Московский комсомолец. Дмитрий Бертман: "Только на кладбище можно сконцентрироваться в полной мере
Худрук "Геликон-оперы" вошел в возраст силы.
Чайковский в 50 лет написал «Пиковую даму», Верди — «Силу судьбы», Пуччини — свой «Триптих», Моцарт... вообще не дожил. А Дмитрий Бертман счастлив тем, что со всеми из них водит добрую, хотя местами и сложную дружбу. Он имеет возможность прийти в свой театр, который пришлось выстрадать и отстоять, он горд тем, что «Геликон» известен не только цельной эстетической платформой, но и атмосферой театра-семьи.
«У меня постоянно с Римским-Корсаковым споры идут»

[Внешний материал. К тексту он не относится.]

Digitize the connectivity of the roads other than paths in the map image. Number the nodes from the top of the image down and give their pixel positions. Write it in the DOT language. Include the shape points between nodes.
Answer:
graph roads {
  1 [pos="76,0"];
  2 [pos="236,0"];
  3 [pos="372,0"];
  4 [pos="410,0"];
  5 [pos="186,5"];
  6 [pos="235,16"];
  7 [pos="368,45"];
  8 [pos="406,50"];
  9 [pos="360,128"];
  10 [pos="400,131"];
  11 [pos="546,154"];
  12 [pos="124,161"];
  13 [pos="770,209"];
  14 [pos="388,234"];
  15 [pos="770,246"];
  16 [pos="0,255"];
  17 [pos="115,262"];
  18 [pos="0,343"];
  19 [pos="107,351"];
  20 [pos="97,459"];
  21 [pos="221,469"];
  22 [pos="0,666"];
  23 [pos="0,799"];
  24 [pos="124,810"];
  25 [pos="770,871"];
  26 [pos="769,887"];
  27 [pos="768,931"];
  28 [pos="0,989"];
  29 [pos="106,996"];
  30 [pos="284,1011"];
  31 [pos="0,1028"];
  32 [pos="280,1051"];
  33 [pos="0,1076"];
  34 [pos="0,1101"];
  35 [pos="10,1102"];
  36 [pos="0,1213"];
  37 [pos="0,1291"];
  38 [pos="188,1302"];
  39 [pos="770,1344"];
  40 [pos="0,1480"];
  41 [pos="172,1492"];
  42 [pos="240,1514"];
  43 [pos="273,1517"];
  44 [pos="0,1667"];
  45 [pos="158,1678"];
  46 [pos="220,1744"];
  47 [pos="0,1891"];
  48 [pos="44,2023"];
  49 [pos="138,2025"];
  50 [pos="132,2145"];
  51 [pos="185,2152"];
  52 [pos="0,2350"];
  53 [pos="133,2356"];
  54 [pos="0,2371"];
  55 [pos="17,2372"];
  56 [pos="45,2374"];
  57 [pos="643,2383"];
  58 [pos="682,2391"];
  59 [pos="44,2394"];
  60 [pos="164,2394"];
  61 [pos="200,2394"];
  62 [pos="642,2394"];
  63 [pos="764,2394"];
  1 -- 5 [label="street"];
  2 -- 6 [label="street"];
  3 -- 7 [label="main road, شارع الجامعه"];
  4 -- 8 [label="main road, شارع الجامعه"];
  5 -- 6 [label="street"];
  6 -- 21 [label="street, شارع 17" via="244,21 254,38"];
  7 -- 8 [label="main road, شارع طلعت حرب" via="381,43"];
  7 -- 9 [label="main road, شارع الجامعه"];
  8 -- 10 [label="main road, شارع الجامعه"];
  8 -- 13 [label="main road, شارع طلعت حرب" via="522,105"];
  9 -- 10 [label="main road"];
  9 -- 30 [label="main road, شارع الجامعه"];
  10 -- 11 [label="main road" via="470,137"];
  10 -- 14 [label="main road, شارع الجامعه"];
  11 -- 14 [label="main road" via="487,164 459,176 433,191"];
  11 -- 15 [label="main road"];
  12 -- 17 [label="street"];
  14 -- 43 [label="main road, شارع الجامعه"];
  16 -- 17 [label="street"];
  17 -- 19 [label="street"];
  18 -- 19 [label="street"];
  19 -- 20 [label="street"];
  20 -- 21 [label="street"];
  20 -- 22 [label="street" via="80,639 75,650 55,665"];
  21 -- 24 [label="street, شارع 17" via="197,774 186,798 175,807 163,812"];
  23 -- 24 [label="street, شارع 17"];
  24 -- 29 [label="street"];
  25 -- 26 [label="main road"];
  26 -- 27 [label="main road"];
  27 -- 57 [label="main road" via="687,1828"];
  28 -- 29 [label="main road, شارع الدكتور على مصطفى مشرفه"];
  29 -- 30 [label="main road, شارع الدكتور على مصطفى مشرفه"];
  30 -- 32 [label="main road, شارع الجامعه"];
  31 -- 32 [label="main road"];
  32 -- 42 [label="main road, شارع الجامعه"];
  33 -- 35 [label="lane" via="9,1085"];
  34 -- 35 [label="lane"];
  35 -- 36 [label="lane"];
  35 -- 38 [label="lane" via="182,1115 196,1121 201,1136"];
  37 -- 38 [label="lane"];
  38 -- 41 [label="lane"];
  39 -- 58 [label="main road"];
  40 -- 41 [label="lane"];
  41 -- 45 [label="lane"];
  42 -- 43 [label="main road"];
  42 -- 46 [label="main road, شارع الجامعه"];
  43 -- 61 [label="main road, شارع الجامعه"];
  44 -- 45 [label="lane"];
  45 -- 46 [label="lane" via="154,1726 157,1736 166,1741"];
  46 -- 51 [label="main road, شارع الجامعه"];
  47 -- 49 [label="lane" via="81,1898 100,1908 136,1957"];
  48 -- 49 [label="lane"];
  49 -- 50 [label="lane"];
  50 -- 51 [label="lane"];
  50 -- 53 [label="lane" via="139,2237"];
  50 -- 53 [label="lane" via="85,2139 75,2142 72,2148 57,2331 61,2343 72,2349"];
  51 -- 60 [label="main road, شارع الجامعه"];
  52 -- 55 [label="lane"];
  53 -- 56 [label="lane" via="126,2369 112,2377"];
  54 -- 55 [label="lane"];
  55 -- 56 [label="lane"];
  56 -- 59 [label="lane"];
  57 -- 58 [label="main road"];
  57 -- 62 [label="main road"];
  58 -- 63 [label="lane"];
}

— Вот входите в театр — какая первая мысль возникает? На чем себя ловите?
— Ой, когда вхожу — до сих пор не верю, что все это не сон, что мы обрели историческую сцену, и я наслаждаюсь красотой нашего здания, талантом труппы и — да, понимаю, что я самый счастливый человек в мире.
— Любимый уголок есть?
— Все любимое: костюмерные, классы, вплоть до вентиляционных шахт — это тоже завораживающее зрелище. У нас их две. Одна — на «минус первом» этаже, другая — на четвертом. Эти шахты — как декорации к спектаклю «Леди Макбет Мценского уезда». А еще любимейшее место — выход на крышу, где открывается потрясающий вид на Москву — на храм Христа Спасителя, Кремль, на высотку на площади Восстания. Это такое заветное место, куда можно прийти с близкими друзьями, помедитировать там, ведь сверху все жизненные ситуации по-другому видятся. И под сценой пространство уникальное, где вся машинерия стоит — целый завод... Я там каждый день бываю.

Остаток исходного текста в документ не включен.